We might learn about hot spots that we didn’t know about, or that even though the governor of state X says nothing is wrong, actually workers in a hospital there say we have an outbreak. There are so many ways in which the frank exchange of information and the forthright confrontation of falsehoods that may circulate, perhaps as rumors, enhance our ability to fight this epidemic. A hospital that corrects a false rumor has an opportunity to enhance their credibility.

Friedersdorf: But surely some false rumors do harm.

Christakis: We have all these hucksters in our nation—including some TV celebrities, some religious figures—who are circulating falsehoods about the efficacy of certain treatments. And they’re just making a buck. These people should be despised. They are in the worst tradition of snake-oil salesmen.

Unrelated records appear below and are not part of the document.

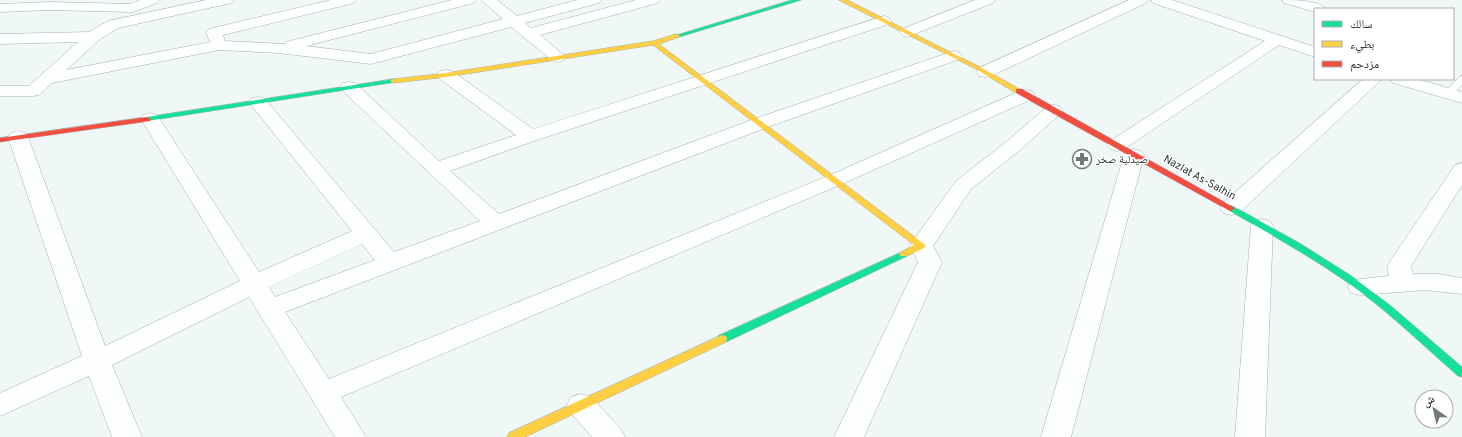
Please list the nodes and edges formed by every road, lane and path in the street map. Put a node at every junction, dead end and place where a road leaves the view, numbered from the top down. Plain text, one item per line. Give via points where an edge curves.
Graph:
1 (152, 0) edge
2 (226, 0) edge
3 (349, 0) edge
4 (469, 0) edge
5 (488, 0) edge
6 (594, 0) edge
7 (653, 0) edge
8 (798, 0) edge
9 (842, 0) edge
10 (988, 0) edge
11 (1141, 0) edge
12 (1158, 0) edge
13 (1290, 0) edge
14 (92, 4) edge
15 (10, 5) edge
16 (1316, 8) edge
17 (513, 20) junction
18 (884, 21) junction
19 (907, 32) junction
20 (529, 33) junction
21 (93, 37) junction
22 (0, 39) edge
23 (1278, 39) junction
24 (654, 43) junction
25 (219, 45) junction
26 (279, 48) junction
27 (1314, 52) edge
28 (954, 56) junction
29 (558, 57) junction
30 (985, 72) junction
31 (446, 75) junction
32 (46, 79) junction
33 (1462, 79) edge
34 (1373, 80) edge
35 (1402, 80) edge
36 (704, 81) junction
37 (349, 87) junction
38 (0, 91) edge
39 (1026, 95) junction
40 (1455, 96) edge
41 (258, 102) junction
42 (1054, 110) junction
43 (150, 119) junction
44 (761, 123) junction
45 (530, 136) junction
46 (9, 139) edge
47 (1125, 150) junction
48 (436, 169) junction
49 (1462, 169) edge
50 (835, 180) junction
51 (1231, 208) junction
52 (496, 223) junction
53 (1262, 226) junction
54 (366, 234) junction
55 (921, 246) junction
56 (390, 263) junction
57 (1403, 283) junction
58 (254, 284) junction
59 (1462, 286) edge
60 (1360, 287) junction
61 (270, 308) junction
62 (97, 361) junction
63 (1462, 374) edge
64 (323, 393) junction
65 (0, 405) edge
66 (581, 405) junction
67 (127, 437) edge
68 (351, 437) edge
69 (513, 437) edge
70 (610, 437) edge
71 (849, 437) edge
72 (1056, 437) edge
73 (1250, 437) edge

1 - 14 street via 133,8
2 - 21 street via 113,24
3 - 25 street via 214,32
4 - 26 street
5 - 17 street
6 - 17 street
7 - 20 street
8 - 24 street
9 - 18 street, Nazlat As-Salhin
10 - 19 street
11 - 30 street
12 - 23 street
13 - 16 street
14 - 15 street
17 - 20 street
17 - 26 street via 371,59
18 - 19 street, Nazlat As-Salhin
18 - 36 street
19 - 28 street, Nazlat As-Salhin
20 - 29 street
21 - 22 street
21 - 32 street
23 - 27 street
23 - 47 street
24 - 29 street
24 - 36 street
25 - 26 street
25 - 32 street
28 - 30 street, Nazlat As-Salhin
28 - 44 street
29 - 31 street
30 - 39 street, Nazlat As-Salhin
31 - 37 street
31 - 45 street
32 - 38 street via 33,91
33 - 40 lane
34 - 51 street
35 - 40 street
36 - 44 street
36 - 45 street
37 - 41 street
37 - 48 street
39 - 42 street, Nazlat As-Salhin
39 - 50 street
41 - 43 street
41 - 54 street
42 - 47 street, Nazlat As-Salhin
42 - 55 street via 964,185
43 - 46 street
43 - 58 street
44 - 50 street
44 - 52 street
45 - 48 street
46 - 62 street
47 - 51 street, Nazlat As-Salhin
47 - 72 street
48 - 52 street
49 - 57 street via 1400,266
50 - 55 street
50 - 64 street
51 - 53 street, Nazlat As-Salhin
52 - 56 street
53 - 60 street, Nazlat As-Salhin
53 - 73 street
54 - 56 street
54 - 58 street
55 - 66 street
55 - 71 street via 930,262
56 - 61 street
57 - 59 street via 1451,283
57 - 60 street
58 - 61 street
58 - 62 street
60 - 63 street, Nazlat As-Salhin
61 - 64 street
62 - 65 street
62 - 67 street
64 - 68 street
66 - 69 street
66 - 70 street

So much so that they were caricatured in the movie Contagion by the man who was selling forsythia.

These people are awful. They have no basis for their claims. They are lying. And they are exploiting the fear of the public. But I would not stop them from saying these awful and wrong things. Instead, I would get up and say that they are lying, as I am to you now, and why they are lying, that there is no evidentiary basis for their claims.

So what I am saying is that I am not familiar with a case where the flow of information has been shut down in ways that have been beneficial even when we are sorely tempted to shut some people up.

Friedersdorf: Because the free flow of information also bolsters public trust in experts who deserve to be heeded?

Christakis: Yes. Look what’s happening in China right now. The populace doesn’t know what to believe. There are all these indicators and rumors that deaths in Wuhan were four times as large as official figures, judging by the number of funerary urns being delivered. And when officials say yes or no, nobody believes them, because they don’t have any credibility. It is so important to not be seen as squashing the flow of information and to acknowledge your mistakes so that when you get up and say something, people believe you. That kind of credibility is incredibly important when you’re trying to organize large groups of people. Look at the send-off Captain [Brett] Crozier just got when he disembarked from the Theodore Roosevelt. His sailors knew what was going on. His credibility was enormous.

Friedersdorf: Institutions often censor their employees reflexively. Still, I’m a bit confused about the institutional incentives that are causing hospitals to crack down on employee speech, even in this anomalous emergency. If a nurse at a hospital were to tell a local newspaper, “I’m not getting the protective equipment that I need,” or to post on Facebook, “God, we’re overwhelmed. This is really tough,” that doesn’t seem like it would hurt the hospital’s consumer brand in the long run or affect who goes there two years from now for a knee surgery. Would I have found this same approach from hospitals before this pandemic?

Christakis: Yes, this managerial posture is long-standing––this effort to clamp down on information. So I don’t think it’s a new thing. I think the coronavirus heightened it. I also think it reflects a shift in the last 20 or 30 years from doctors being perceived as professionals to doctors being treated as corporate employees. The idea that some administrator is authorized to tell doctors what they can and cannot say and do comes from a shift in vision of the function of doctors in our society. Nurses too. Instead of being treated as independent professionals who swore a Hippocratic oath and are carrying out a moral calling—I mean, these health-care workers are literally risking their lives. It’s hard to imagine a more important calling than one that requires this of you. And they’re doing it for us. The idea that they can simultaneously be shut up is just offensive to me.